Items from a data source
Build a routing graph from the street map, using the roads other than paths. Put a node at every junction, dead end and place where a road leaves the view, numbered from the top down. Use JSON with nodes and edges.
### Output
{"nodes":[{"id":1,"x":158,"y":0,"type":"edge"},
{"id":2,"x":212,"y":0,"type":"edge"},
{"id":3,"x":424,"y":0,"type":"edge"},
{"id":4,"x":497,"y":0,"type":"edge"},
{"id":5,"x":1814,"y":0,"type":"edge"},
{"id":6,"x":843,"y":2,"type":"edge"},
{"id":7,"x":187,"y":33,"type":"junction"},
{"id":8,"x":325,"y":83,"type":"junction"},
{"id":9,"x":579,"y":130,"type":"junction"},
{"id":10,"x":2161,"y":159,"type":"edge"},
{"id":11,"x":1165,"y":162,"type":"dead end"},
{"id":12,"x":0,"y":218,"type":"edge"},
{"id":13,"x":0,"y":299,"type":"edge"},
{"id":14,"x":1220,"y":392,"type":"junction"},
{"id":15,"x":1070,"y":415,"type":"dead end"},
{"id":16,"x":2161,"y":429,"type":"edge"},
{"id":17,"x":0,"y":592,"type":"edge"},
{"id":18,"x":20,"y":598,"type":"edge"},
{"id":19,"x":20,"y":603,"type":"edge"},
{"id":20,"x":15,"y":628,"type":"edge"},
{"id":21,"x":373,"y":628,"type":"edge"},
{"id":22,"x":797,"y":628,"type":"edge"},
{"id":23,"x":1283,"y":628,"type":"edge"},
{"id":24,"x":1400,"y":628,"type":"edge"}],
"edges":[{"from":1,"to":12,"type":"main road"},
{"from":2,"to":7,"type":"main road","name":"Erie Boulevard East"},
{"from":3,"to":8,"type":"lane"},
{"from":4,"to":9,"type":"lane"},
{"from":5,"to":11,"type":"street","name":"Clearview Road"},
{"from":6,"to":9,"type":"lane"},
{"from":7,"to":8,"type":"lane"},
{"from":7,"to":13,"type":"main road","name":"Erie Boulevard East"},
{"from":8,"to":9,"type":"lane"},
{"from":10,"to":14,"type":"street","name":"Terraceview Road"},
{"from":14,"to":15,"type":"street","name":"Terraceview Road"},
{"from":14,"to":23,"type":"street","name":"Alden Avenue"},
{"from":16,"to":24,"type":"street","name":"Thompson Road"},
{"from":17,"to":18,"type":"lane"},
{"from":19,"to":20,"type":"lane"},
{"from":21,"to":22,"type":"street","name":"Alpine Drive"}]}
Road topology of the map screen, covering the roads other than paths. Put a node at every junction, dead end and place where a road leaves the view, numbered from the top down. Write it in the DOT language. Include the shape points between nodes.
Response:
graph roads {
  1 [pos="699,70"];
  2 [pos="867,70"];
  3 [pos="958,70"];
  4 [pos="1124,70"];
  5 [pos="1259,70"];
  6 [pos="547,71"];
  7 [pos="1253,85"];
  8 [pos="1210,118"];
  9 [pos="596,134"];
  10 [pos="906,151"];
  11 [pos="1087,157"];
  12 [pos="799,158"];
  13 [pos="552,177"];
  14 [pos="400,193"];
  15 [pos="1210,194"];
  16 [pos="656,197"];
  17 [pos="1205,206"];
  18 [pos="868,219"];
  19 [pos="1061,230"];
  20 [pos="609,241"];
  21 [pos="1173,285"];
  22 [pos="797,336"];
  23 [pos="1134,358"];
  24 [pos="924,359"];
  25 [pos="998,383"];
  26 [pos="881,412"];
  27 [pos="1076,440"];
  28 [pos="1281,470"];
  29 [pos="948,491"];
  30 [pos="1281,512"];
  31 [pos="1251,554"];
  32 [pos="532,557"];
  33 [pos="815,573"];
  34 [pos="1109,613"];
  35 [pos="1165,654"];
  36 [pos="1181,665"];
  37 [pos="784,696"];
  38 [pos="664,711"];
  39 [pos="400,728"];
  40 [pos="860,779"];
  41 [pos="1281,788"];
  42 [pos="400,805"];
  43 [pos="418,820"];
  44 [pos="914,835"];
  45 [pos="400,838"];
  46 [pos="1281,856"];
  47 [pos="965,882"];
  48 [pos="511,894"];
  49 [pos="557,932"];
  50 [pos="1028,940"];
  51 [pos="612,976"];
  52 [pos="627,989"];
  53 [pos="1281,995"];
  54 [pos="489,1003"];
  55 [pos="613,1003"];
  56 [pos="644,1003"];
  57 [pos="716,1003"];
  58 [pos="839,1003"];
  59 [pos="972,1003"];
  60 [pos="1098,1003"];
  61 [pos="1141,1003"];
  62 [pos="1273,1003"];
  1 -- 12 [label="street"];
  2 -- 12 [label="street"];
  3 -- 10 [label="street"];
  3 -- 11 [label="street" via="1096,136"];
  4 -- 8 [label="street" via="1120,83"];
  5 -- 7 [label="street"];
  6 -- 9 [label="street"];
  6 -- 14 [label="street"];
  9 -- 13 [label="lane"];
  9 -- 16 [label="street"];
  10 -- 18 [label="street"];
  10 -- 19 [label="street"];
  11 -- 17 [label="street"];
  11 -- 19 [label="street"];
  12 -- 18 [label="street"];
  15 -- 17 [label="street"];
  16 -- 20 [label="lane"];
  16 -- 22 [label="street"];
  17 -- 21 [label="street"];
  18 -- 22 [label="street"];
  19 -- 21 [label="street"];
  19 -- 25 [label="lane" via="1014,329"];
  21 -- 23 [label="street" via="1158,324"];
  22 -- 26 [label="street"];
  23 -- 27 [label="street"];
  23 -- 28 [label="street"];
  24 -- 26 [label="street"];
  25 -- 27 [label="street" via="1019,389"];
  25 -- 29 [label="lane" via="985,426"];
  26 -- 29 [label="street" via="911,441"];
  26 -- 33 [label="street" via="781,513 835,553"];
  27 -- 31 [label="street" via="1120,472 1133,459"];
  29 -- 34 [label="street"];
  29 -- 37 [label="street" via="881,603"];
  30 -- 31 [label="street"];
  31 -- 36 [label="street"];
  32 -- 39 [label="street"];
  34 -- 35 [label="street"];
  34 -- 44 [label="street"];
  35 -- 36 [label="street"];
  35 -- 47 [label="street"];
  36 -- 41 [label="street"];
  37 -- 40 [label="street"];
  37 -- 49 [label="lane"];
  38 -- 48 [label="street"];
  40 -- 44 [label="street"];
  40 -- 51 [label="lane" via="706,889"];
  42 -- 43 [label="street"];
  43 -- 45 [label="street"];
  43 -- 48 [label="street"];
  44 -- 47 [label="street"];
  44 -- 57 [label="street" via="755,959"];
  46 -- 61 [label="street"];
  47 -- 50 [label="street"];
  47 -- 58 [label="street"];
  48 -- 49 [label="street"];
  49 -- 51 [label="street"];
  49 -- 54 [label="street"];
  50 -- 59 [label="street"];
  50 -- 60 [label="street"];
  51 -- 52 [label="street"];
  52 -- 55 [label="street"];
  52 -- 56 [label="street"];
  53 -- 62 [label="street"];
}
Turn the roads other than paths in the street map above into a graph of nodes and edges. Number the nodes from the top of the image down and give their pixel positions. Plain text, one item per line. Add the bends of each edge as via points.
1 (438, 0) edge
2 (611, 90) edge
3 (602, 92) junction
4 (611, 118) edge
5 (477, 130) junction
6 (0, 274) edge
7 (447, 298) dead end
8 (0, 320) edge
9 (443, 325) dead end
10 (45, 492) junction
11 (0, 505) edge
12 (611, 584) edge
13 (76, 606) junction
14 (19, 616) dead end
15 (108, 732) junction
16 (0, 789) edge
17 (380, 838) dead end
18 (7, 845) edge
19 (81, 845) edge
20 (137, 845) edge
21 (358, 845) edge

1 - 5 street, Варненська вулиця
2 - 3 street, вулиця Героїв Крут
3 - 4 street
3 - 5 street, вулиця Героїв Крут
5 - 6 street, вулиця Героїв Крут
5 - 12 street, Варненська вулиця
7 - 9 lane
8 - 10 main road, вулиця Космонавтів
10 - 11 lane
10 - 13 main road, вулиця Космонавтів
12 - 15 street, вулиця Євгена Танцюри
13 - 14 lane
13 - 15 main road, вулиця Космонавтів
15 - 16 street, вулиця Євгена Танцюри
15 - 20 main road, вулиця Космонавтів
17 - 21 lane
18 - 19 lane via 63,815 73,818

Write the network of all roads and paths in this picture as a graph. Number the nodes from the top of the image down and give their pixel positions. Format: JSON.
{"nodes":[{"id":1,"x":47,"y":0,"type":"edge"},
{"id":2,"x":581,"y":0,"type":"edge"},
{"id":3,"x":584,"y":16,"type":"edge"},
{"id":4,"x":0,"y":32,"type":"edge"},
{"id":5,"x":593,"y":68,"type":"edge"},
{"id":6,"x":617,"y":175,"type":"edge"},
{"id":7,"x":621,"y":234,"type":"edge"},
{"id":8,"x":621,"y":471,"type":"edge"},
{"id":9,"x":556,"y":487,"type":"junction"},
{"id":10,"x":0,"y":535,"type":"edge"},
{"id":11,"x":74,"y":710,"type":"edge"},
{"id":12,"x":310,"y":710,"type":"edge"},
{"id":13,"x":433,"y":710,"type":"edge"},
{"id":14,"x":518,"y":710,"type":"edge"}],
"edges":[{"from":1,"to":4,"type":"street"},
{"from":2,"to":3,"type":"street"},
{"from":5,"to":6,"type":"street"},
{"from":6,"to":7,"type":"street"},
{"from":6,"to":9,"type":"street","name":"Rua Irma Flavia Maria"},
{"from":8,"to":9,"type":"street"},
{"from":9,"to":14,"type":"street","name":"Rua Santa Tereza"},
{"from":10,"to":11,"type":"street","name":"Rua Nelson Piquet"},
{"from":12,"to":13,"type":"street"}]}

:: What is needed ::
Look over the records. Copy the lines that include the word "image".

:: Task response ::
Turn the roads other than paths in the street map above into a graph of nodes and edges. Number the nodes from the top of the image down and give their pixel positions. Plain text, one item per line. Add the bends of each edge as via points.
Write the network of all roads and paths in this picture as a graph. Number the nodes from the top of the image down and give their pixel positions. Format: JSON.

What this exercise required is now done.